Team USA Paralympian Matt Stutzman is widely known and respected in the field of archery, and part of what makes him so notable is because he competes differently than virtually every other archer — by using his feet. The 38-year-old Iowan recently competed in his third Paralympics Games at Tokyo, and while he did not win a medal there, the 2012 silver medalist vowed that he’s not through and will return for the 2024 Games in Paris.
At four months of age, Stutzman’s biological parents placed him for adoption, and he was subsequently welcomed at 13 months of age into the Stutzman family, gaining eight siblings in the process.

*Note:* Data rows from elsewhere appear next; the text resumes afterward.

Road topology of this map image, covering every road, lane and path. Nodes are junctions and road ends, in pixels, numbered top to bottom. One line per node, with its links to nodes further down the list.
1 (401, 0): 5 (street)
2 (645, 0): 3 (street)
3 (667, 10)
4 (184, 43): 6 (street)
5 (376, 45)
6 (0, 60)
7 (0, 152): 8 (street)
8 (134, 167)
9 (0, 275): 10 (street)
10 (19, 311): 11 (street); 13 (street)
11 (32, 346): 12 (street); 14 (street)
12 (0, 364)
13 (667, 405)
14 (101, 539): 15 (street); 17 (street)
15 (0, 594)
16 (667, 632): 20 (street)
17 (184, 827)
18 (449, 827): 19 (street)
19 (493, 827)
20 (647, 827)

According to a biography written in 2013 by his mom Jean, Stutzman was born without arms but otherwise healthy in December of 1982. Statistics from that year estimate the likelihood of being born armless but without other medical conditions at 1 in 350,000 births.
Jean Stutzman wrote, “Our family strategy was to allow Matt the freedom to try almost anything if he could accomplish it under his own steam. The natural tendency would have been to rush in and help him… [but instead] Matt learned to handle life without special accommodations. This would enable him later in life to go and do anything he put his mind to.”

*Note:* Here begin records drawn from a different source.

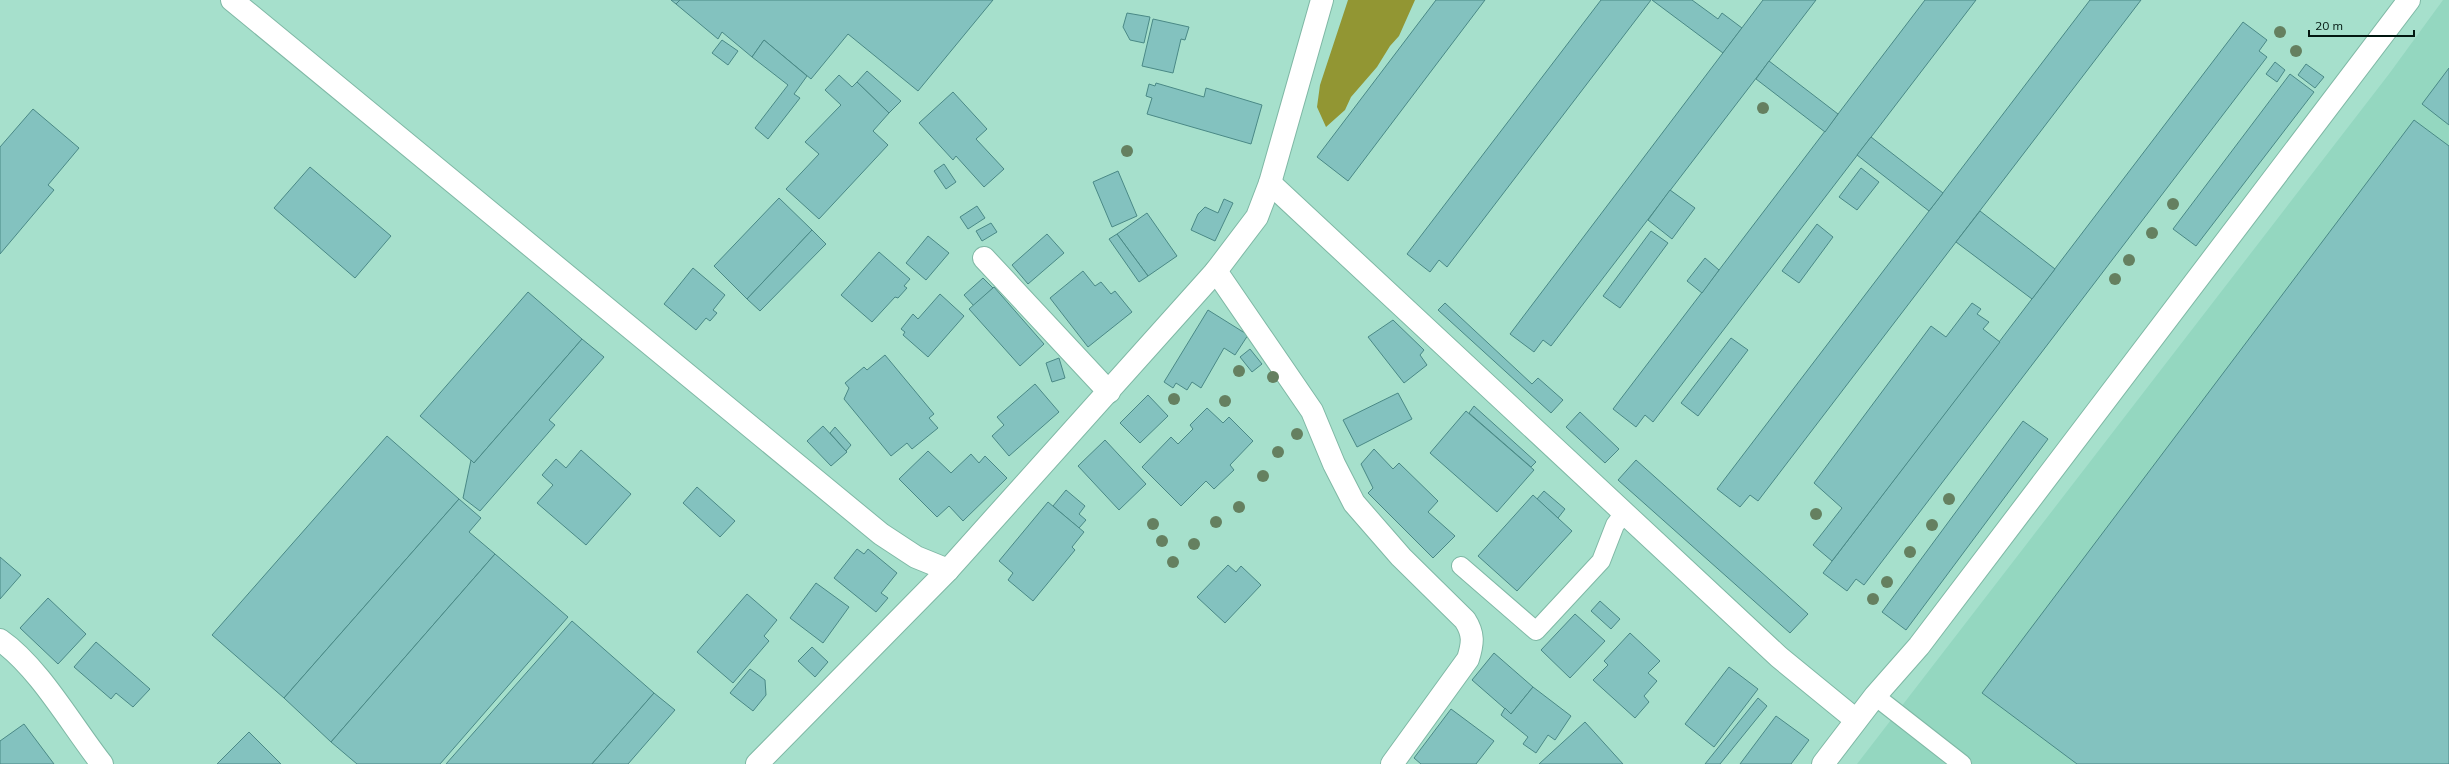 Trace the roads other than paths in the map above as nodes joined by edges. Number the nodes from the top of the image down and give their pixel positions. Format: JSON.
{"nodes":[{"id":1,"x":232,"y":0,"type":"edge"},
{"id":2,"x":1322,"y":0,"type":"edge"},
{"id":3,"x":2409,"y":0,"type":"edge"},
{"id":4,"x":1270,"y":183,"type":"junction"},
{"id":5,"x":984,"y":258,"type":"dead end"},
{"id":6,"x":1216,"y":271,"type":"junction"},
{"id":7,"x":1109,"y":392,"type":"junction"},
{"id":8,"x":1624,"y":513,"type":"junction"},
{"id":9,"x":1461,"y":566,"type":"dead end"},
{"id":10,"x":948,"y":570,"type":"junction"},
{"id":11,"x":0,"y":640,"type":"edge"},
{"id":12,"x":1875,"y":696,"type":"junction"},
{"id":13,"x":1856,"y":720,"type":"junction"},
{"id":14,"x":102,"y":764,"type":"edge"},
{"id":15,"x":757,"y":764,"type":"edge"},
{"id":16,"x":1392,"y":764,"type":"edge"},
{"id":17,"x":1823,"y":764,"type":"edge"},
{"id":18,"x":1962,"y":764,"type":"edge"}],
"edges":[{"from":1,"to":10,"type":"street"},
{"from":2,"to":4,"type":"street"},
{"from":3,"to":12,"type":"street"},
{"from":4,"to":6,"type":"street"},
{"from":4,"to":8,"type":"street"},
{"from":5,"to":7,"type":"street"},
{"from":6,"to":7,"type":"street"},
{"from":6,"to":16,"type":"street"},
{"from":7,"to":10,"type":"street"},
{"from":8,"to":9,"type":"lane"},
{"from":8,"to":13,"type":"street"},
{"from":10,"to":15,"type":"street"},
{"from":11,"to":14,"type":"street"},
{"from":12,"to":13,"type":"street"},
{"from":12,"to":18,"type":"lane"},
{"from":13,"to":17,"type":"street"}]}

Stutzman took up bow hunting as a teen in order to be able to hunt with his dad, later on using that same knowledge to put deer meat on the table for his three sons, whom he is raising as a single parent.
After winning the silver medal in 2012, Stutzman returned to the Games in 2016 and qualified again for the 2020 (rescheduled to 2021) Games in Tokyo, destroying a world record during the Paralympic Trials. Stutzman frequently competes against able-bodied athletes to continue honing his skills.
In an interview with Team USA, Stutzman acknowledged his desire to be an inspiration and role model for others, but first and foremost for his young sons. “I want them to grow up being good men. I don’t want them to be lazy. I had the perfect excuse to be lazy and I chose not to,” he said. “You can go out and get whatever you want, if you just work hard at it. If I can portray that to them — and they can actually learn that — then my work will feel like it is done.”
Stutzman’s story certainly is inspirational for those with or without physical disabilities. Yet, tragically, many children diagnosed prenatally with disabilities like his are often cited as justification for the necessity of even late-term abortions. This sends a message that anyone with a physical disability would be better off dead.
Matt Stutzman is a clear reminder of everything that is wrong with that mentality.